6/17/2016, 1:07 p.m.
Free Press readers have offered a host of stories and memories of the late boxing legend Muhammad Ali in the …

By Bonnie V. Winston

Free Press readers have offered a host of stories and memories of the late boxing legend Muhammad Ali in the days since his death and memorial services. Clearly, many in the Richmond community have been touched by The Champ.

We share a few of those stories here:

Carroll Sample Sr., 55, of Highland Park

Mr. Sample

Mr. Sample

Carroll Sample was working as a dishwasher at the Crazy Greek restaurant in Richmond when he learned from the owner that Muhammad Ali was coming to town and would be stopping by Sts. Constantine and Helen Greek Orthodox Cathedral on Malvern Avenue.

It was 1993, and Mr. Sample, a former Virginia amateur welterweight boxing champion, was beside himself.

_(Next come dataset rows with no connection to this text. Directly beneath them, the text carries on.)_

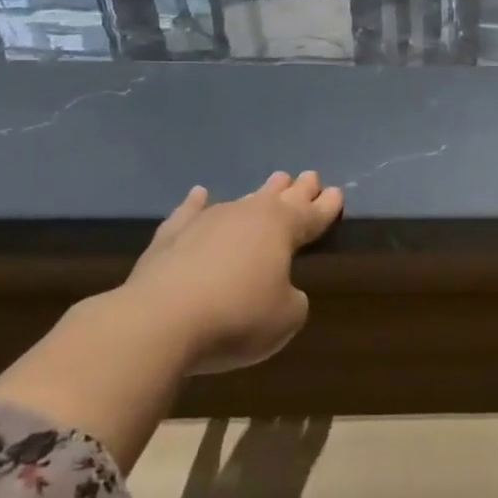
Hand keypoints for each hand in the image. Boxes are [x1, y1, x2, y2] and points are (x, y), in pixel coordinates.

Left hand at [116, 170, 343, 373]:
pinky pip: (189, 213)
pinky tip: (200, 194)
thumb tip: (281, 290)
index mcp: (282, 229)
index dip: (327, 207)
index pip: (312, 215)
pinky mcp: (170, 236)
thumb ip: (292, 299)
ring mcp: (206, 221)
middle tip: (310, 176)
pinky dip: (196, 203)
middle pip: (280, 198)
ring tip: (273, 181)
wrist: (160, 321)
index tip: (337, 193)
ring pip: (241, 201)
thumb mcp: (287, 317)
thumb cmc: (238, 317)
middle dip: (298, 189)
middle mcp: (247, 215)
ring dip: (259, 193)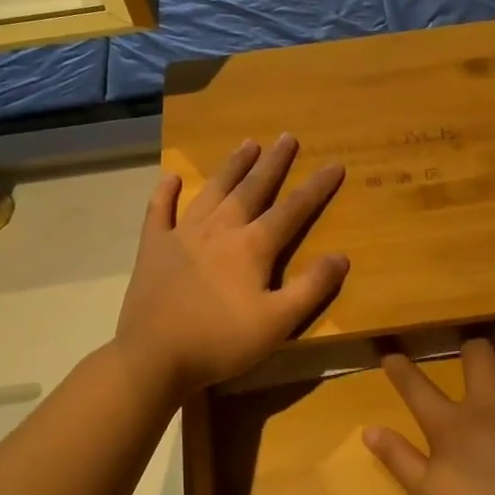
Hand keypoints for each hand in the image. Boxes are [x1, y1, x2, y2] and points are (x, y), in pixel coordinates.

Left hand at [115, 135, 347, 400]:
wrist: (153, 357)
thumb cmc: (221, 341)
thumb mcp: (277, 322)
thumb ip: (311, 288)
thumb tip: (342, 256)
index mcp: (252, 247)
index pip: (292, 210)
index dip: (316, 187)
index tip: (334, 164)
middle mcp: (220, 229)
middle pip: (252, 189)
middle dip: (273, 163)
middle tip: (286, 137)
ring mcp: (182, 235)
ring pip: (212, 191)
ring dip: (231, 167)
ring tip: (247, 144)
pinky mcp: (153, 248)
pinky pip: (159, 212)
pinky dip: (165, 194)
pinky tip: (171, 178)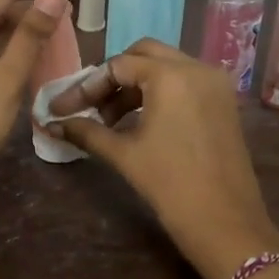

“I went home and told my kids,” he said. “Then I called a man at the church. I told him my kids were crying because they wanted to see Ali.”

The man kept telling him no, that it was a private event at the church. But the persistent Mr. Sample won out. On his seventh call, the man relented and told him to come and bring his three children, Lakeshia, Carroll Jr. and Jamar, ages 7 to 13.

Mr. Sample, who boxed in his first bout at age 12, was an avid fan of The Champ and used to do impressions of Mr. Ali. As he trained around town, including at Ray Brown’s gym in Downtown, he got better and better at both boxing and imitating Mr. Ali. By the time Mr. Sample won the 1977 Virginia amateur welterweight title, he’d mastered Mr. Ali’s voice and knew by heart many of The Champ’s rhymes.

So when Mr. Sample took his children to meet Mr. Ali, he was beside himself with joy. 

“I got so excited. I told him I used to be a boxer,” Mr. Sample recalled.

Then he recited, in his best Ali imitation, the rhyme Mr. Ali said before his “Fight of the Century” against Joe Frazier on March 8, 1971:

“Joe’s going to come out smokin’ 

And I ain’t gonna be jokin’

I’ll be pecking and a-pokin’

Pouring water on his smokin.’

This may shock and amaze you

But I will destroy Joe Frazier.”

When he finished, Mr. Sample said The Champ looked at him, laughed and said, “This kid right here is crazy!” 

With one frame left on the film in his camera, Mr. Sample snapped a photo of his children with Mr. Ali and left.

“That was one of the biggest days of my life,” Mr. Sample said.

The framed photo sits today in his home.

George Bey, 63, East End Richmond

Mr. Bey

Mr. Bey

George Bey was a seventh- or eighth-grader at Richmond’s former East End Junior High School on North 37th Street, when Mr. Ali made an unannounced visit to the school.

“It was in the 1960s, after he been stripped of his title because he was a conscientious objector and didn’t go to Vietnam,” Mr. Bey recalled.

“I don’t know why he was in town or what made him come by the school,” Mr. Bey said. “But Mr. Charles Spurlock, the assistant principal, welcomed him and they let the students out early.”

Outside the building, the youngsters crowded around The Champ, who playfully sparred with some of the boys and then offered several life lessons, Mr. Bey remembered.

“He was telling us to stay in school, be positive, respect our parents. Then he started walking and the whole crowd walked with him.

“We followed him a couple of blocks to a barbershop at 36th and M streets. It was run by Muslims. And he sat down and got a haircut. And we were all there.”

Ernest Woodson, 65, of Bowie, Md.

Mr. Woodson

Mr. Woodson

Ernest Woodson has long admired Muhammad Ali. And when The Champ died, Mr. Woodson planned to hop a plane for Louisville, Ky., to attend the funeral.

But Mr. Woodson’s son, Romone Monterey Woodson, a Gulf War veteran who lives in Williamsburg, couldn’t fly because of a traumatic brain injury.

So Mr. Woodson, a government consultant and poet at heart, placed ads in the Richmond Free Press and a daily newspaper in Newport News to share with people a poem he wrote about Mr. Ali.

His poem, “The Greatest of All Time,” was published in the June 9-11 edition of the Free Press on Page B7.

“He was an inspiration,” Mr. Woodson said. “He took a stand that wasn’t popular with many, but it’s something we all can learn.”